== What you will do ==
Reply with nothing but how many lines in the entries below include "ГАЙТАНЦИ".

==== Records shown ====

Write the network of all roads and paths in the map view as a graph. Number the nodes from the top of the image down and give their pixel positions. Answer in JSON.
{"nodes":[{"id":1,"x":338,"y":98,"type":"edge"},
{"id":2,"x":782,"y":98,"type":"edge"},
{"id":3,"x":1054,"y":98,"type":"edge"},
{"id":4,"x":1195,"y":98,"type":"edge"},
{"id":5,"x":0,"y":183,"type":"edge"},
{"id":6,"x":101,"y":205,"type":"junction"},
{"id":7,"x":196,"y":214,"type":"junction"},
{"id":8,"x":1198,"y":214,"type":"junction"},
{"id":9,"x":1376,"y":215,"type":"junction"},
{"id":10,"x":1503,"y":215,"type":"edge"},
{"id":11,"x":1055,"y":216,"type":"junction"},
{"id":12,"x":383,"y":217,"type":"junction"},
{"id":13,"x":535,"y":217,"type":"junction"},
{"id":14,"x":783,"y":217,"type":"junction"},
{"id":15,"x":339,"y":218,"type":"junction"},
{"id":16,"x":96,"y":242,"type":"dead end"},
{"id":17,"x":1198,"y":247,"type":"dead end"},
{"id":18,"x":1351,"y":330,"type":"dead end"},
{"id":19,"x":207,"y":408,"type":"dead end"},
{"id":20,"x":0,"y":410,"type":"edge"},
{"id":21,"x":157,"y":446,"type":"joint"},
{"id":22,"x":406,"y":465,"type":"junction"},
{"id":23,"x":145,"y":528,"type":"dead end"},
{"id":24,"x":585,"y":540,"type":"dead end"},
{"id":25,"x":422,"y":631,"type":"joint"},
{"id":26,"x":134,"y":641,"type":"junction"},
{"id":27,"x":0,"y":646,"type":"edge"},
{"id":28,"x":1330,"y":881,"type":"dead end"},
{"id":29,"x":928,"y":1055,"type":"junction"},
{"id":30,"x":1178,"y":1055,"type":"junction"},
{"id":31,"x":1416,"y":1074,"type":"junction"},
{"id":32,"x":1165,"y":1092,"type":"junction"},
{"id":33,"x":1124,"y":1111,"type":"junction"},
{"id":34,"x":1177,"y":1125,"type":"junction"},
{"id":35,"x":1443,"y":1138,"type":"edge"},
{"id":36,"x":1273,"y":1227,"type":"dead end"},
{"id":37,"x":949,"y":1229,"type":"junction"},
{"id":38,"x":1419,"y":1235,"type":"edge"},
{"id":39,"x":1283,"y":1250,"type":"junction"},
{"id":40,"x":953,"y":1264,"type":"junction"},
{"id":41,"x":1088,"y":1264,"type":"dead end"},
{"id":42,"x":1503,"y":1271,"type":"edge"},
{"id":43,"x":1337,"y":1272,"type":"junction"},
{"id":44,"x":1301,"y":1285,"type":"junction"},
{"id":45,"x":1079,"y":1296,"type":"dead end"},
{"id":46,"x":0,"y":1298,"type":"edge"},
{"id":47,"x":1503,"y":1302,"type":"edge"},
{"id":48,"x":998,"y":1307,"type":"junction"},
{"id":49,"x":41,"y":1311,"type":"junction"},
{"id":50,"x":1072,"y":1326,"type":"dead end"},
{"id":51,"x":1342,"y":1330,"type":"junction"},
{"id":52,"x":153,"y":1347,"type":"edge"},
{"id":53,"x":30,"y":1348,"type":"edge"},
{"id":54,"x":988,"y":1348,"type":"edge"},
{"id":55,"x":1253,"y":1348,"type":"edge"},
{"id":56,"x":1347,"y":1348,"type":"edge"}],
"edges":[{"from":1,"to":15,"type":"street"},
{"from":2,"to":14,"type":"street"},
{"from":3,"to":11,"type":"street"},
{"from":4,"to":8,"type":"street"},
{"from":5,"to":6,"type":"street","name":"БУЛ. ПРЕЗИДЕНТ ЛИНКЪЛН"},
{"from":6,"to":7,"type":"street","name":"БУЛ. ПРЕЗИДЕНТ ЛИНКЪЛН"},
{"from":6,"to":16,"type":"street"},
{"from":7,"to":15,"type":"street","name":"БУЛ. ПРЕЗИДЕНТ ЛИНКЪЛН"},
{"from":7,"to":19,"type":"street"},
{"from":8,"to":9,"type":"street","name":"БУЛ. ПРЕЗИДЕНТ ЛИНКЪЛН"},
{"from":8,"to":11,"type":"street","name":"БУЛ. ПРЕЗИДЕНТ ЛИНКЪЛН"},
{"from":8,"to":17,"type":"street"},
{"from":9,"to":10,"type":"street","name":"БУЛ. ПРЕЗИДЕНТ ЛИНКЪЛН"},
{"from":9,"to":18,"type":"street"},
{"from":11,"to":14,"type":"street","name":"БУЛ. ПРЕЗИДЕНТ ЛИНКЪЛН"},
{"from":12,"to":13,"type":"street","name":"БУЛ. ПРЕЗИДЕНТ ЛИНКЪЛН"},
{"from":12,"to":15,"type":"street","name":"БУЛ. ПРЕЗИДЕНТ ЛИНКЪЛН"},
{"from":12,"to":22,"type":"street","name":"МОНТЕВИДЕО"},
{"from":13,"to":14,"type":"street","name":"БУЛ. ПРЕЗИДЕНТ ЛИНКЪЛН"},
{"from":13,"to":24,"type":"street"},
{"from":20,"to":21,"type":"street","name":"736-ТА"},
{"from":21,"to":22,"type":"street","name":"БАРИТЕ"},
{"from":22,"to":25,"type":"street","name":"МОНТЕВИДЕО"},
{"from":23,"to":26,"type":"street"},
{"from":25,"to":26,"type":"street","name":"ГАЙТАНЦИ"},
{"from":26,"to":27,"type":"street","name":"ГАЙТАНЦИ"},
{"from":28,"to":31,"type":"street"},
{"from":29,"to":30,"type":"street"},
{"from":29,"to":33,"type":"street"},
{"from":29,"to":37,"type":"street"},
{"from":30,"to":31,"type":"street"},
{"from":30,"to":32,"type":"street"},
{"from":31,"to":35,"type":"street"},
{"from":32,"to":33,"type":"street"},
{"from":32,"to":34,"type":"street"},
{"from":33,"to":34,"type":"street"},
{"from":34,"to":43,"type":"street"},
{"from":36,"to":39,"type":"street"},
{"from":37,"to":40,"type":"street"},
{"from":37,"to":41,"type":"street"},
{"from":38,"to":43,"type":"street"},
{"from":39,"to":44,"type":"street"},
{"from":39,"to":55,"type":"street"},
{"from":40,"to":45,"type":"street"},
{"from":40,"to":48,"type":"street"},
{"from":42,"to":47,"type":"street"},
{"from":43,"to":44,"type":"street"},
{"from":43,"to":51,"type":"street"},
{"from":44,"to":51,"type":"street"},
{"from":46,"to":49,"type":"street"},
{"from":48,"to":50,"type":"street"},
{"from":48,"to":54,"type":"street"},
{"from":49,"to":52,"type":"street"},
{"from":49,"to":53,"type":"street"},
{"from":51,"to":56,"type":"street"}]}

====

== Expected answer ==
2